As mensagens, no entanto, provocaram dúvidas sobre se o zika vírus também pode afetar, com consequências neurológicas sérias, recém-nascidos ou crianças. A médica esclarece, no entanto, que nada disso foi comprovado.
“O risco que o vírus zika tem de causar inflamações no cérebro é igual ao de qualquer vírus, mas eles geralmente causam isso em um percentual pequeno de pessoas, assim como a síndrome de Guillain-Barré.”
A síndrome de Guillain-Barré é uma doença neurológica rara que provoca fraqueza muscular e, em alguns casos, paralisia dos músculos respiratórios. Quase todos os Estados do Nordeste registraram aumento de casos da doença em 2015.
‘Terrorismo entre as mães’
“O que temos atualmente é um aumento do aparecimento de manchas vermelhas com bolhas e pequenas feridas em bebês de até dois anos de idade. Para esses casos, estamos investigando, além das causas habituais, uma possível relação com a febre chikungunya e o zika vírus, porque ele causa quadros de manchas vermelhas. Mas ele não causa bolhas, por exemplo”, afirma Rocha.
Na última semana, o hospital recebeu cerca de 20 casos como este.
A médica diz que também recebeu as mesmas mensagens de áudio em “uns cinco ou seis grupos de infectologistas no Whatsapp”, o que evidencia o papel dos próprios médicos na divulgação dos boatos.
“A linguagem desses áudios não é de pessoas da área. A rede social pode ajudar as pessoas, mas muita gente se aproveita disso numa situação que já está bastante estressante para causar mais pânico na população”, afirma.
A Secretaria de Saúde de Pernambuco também nega que informações estejam sendo escondidas da população. Por meio de seu perfil no Facebook, o órgão pediu que a população “evite espalhar boatos” .
Os áudios também chegaram a neuropediatra Vanessa van der Linden Mota, a primeira a chamar a atenção do Estado ao notar o aumento no número de ocorrências de microcefalia no início de setembro.
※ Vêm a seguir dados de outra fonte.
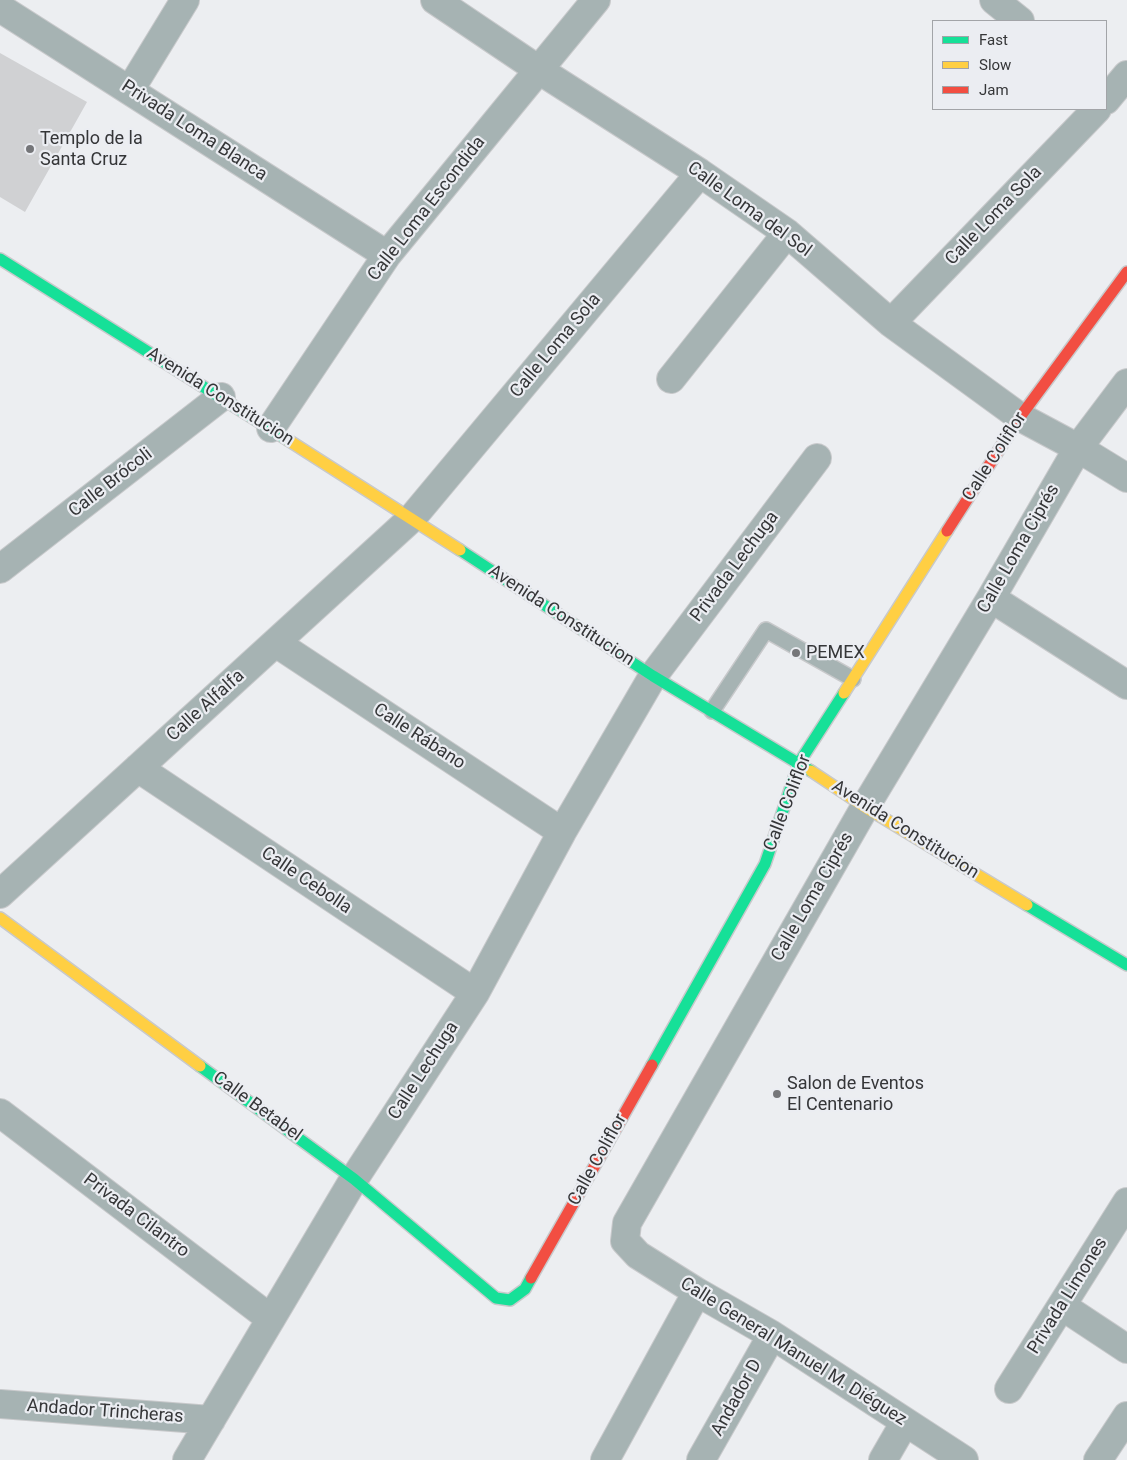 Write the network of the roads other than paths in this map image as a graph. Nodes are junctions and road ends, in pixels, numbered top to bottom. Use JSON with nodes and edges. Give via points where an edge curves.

“Temos um paciente criança que teve uma encefalite (infecção que atinge o cérebro), que teve confirmação para zika vírus. Mas veja, qualquer vírus teoricamente em algum momento pode causar um caso grave de infecção no sistema nervoso central”, diz.
Na noite de quinta-feira, grupos de médicos passaram a fazer circular também uma mensagem escrita esclarecendo os boatos para combater o “terrorismo entre as mães”.
Nova definição
Na quinta-feira, a Secretaria de Saúde de Pernambuco anunciou uma mudança na definição sobre o que será considerado microcefalia. A partir de agora, apenas os bebês com perímetro cefálico igual ou menor que 32 cm serão tidos como microcéfalos.
Este já era o parâmetro usado pela OMS, mas Pernambuco havia decidido utilizar a medida de 33 cm como base por ter encontrado crianças com esta medida que apresentavam calcificações no cérebro — tipos de “cicatrizes” deixadas pela infecção congênita.
“Procuramos ser mais sensíveis no primeiro momento, mas percebemos que o percentual de crianças com 33 cm e alterações neurológicas era pequeno. Por isso, decidimos mudar”, explicou Maria Angela Rocha.
Dos 646 casos de microcefalia notificados, 211 são de crianças com a circunferência da cabeça igual ou menor a 32 cm. Mesmo assim, a Secretaria de Saúde afirmou que todos os pacientes continuarão sendo acompanhados pelos profissionais.
A mudança também deve ser adotada pelo governo federal.
De acordo com o novo protocolo, gestantes que apresentarem manchas vermelhas na pele, coceira e febre — sintomas associados a zika — devem procurar a Secretaria de Saúde do Estado para acompanhamento.